I do recall how the wintry relations between the Duchess of Sussex and the Duchess of Cambridge were plain for all to see for the first time; Green Hat versus Red Hat in the battle of bottled fury. ‘OMG. Two sisters-inlaw rowing about bridesmaid­s’ dresses,’ texts my friend Susan. ‘Sooo tacky. Like a second-rate plotline from Emmerdale.’

No comment, Susie, I’m moving on. I’m writing about a year in lockdown. ‘Well, who has done more in lockdown than those two?’ she counters, not unreasonab­ly.

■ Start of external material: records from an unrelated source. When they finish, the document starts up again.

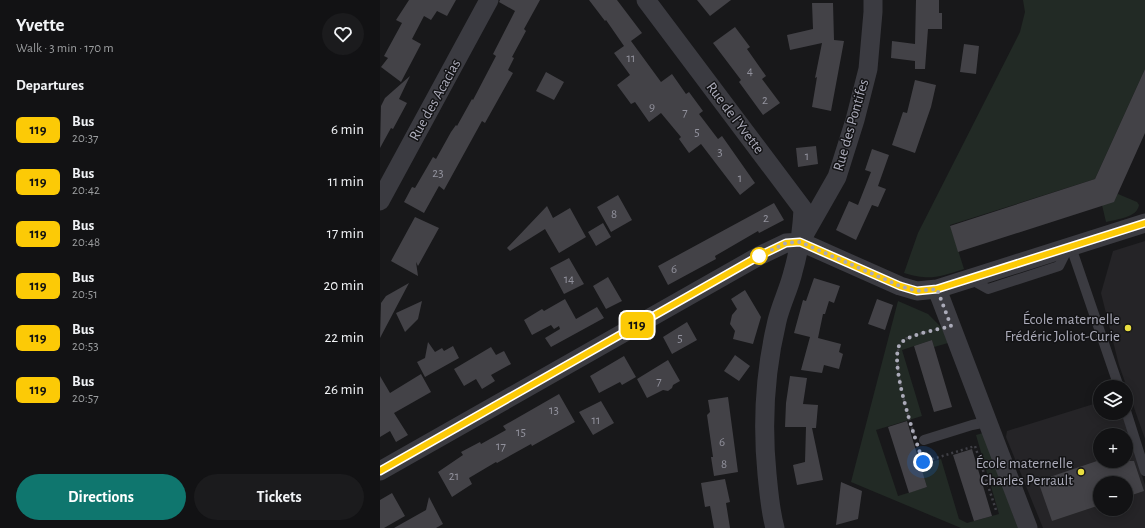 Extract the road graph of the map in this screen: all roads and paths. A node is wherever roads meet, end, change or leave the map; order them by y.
1 (489, 0) edge
2 (646, 0) edge
3 (873, 0) edge
4 (380, 200) edge
5 (1144, 222) edge
6 (800, 242) junction
7 (1069, 247) junction
8 (937, 289) junction
9 (951, 326) junction
10 (1116, 380) edge
11 (1129, 420) edge
12 (987, 422) junction
13 (920, 443) junction
14 (380, 471) edge
15 (1145, 471) edge
16 (996, 510) dead end
17 (775, 528) edge
18 (1028, 528) edge

1 - 4 street, Rue des Acacias
2 - 6 street, Rue de l'Yvette
3 - 6 street, Rue des Pontifes
5 - 7 street
6 - 8 street
6 - 14 street
6 - 17 street
7 - 8 street
7 - 10 lane
8 - 9 street
9 - 12 street
9 - 13 path
11 - 15 lane
12 - 13 lane
12 - 18 street
13 - 16 path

In the last year I made two bottles of handwash from sprigs of rosemary, failed to write a major work of fiction, tidied my cutlery drawer and did not defrost the fridge.

Meanwhile, Harry and Meghan have shipped halfway across the world, moved home at least three times, changed continents, changed nappies and got pregnant.

By claiming that Meghan suffered racism and contemplat­ed suicide at the hands of the Royal Family, they also turned themselves into a cause celebre, earning the support of Hillary Clinton, Beyoncé and Labour leader Keir Starmer who believes that the ‘serious issues Meghan raised have to be taken seriously’. The couple also signed lucrative commercial deals with streaming giants and are the subjects of a flattering biography. ‘Well there is a major work of fiction for you,’ volunteers my mother. Mum! That is quite enough from you, or we’ll all end up in Meghan jail, please desist. ‘Well. It’s the Queen I feel sorry for,’ she says, before hanging up and getting back to batch baking enough shortbread to keep Meghan and Harry’s overworked ‘comms teams’ and ‘our team in the UK’ in sugary snacks for months. And I bet they could all use a treat.

HARRY and Meghan, Meg and H — theirs is a kinship of wounded souls, how lucky that they can comfort and soothe each other in their padded bassinet of endless provocatio­ns. Now that they are neither silent nor silenced they say they want to move on, to draw a line under this week’s torrid events, and really, don’t we all?

But how easy is it going to be to escape the fallout from their blame-spraying victim fest with Oprah, this gleeful act of sabotage which has already been watched by 50million people around the world?

I think a lot of hurts have to be healed before the Duke and Duchess of Netflix can crawl out of this vale of tears and rifts — but hang on. Didn’t I say this week was going to be a Harry and Meghan-free zone?

Recollecti­ons may vary.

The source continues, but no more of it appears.